ArcGIS Web Adaptor 11.1 App Pool freezes

21359
128
05-21-2023 10:04 PM
Scott_Tansley
MVP Regular Contributor

Hi.   

I've recently upgraded a client to ArcGIS 11.1, and we're having random problems with the new web adaptors.  I'm looking to see if anyone has observed the same issues.

So the clients ArcGIS Enterprise was deployed at 10.8.1.  There's an IIS Web Server in the DMZ.  A single host with the rest of the base deployment, which is only used for Hosted Feature Services.  WA's exist for portal and hosting.  There is a third machine with a general-purpose ArcGIS Server, federated and primarily serving Map Image Layers.  There is a Web Adaptor called server.
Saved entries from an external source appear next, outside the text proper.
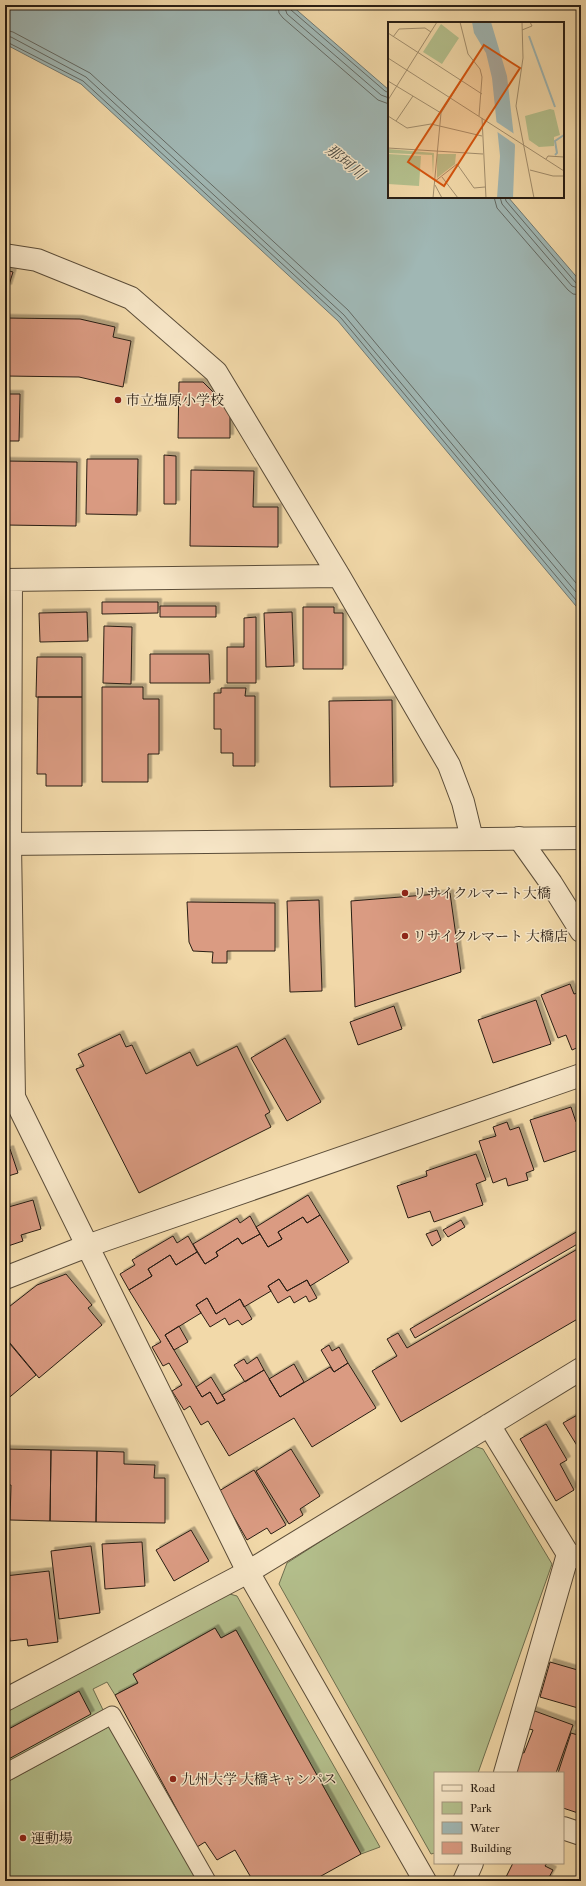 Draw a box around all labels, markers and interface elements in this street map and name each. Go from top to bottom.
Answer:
inset map [388,22,564,198]
water label: 那珂川 [322,140,370,185]
place label: 市立塩原小学校 [126,392,224,409]
marker: 市立塩原小学校 [113,395,123,405]
place label: リサイクルマート大橋 [413,885,551,902]
marker: リサイクルマート大橋 [400,888,410,898]
place label: リサイクルマート 大橋店 [413,928,568,945]
marker: リサイクルマート 大橋店 [400,931,410,941]
place label: 九州大学 大橋キャンパス [181,1771,337,1788]
legend [434,1772,564,1864]
marker: 九州大学 大橋キャンパス [168,1774,178,1784]
text: Road [470,1781,495,1796]
text: Park [470,1801,492,1816]
text: Water [469,1821,500,1836]
place label: 運動場 [31,1830,73,1847]
marker: 運動場 [18,1833,28,1843]
text: Building [470,1841,513,1856]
There have never been any repeated outage issues.  The environment was upgraded to 10.9.1 last year.  Once again no issues.

They were upgraded to 11.1 two weeks ago.  Immediately, we found that the machine was running out of memory, we noted the advice given in the new dependencies, and increased the RAM from 4 to 8GB.  It sits at around 5-6GB with no issues, and we have not seen any spike above 6GB to date.

After adding RAM it all seemed to settle for a few days.  But now, every couple of days the IIS application pool for the 'server' web adaptor will just stall.  IIS logs show 200/304 responses for everything up to the freeze/stall and 500 for everything.  There is nothing untoward in the requeste.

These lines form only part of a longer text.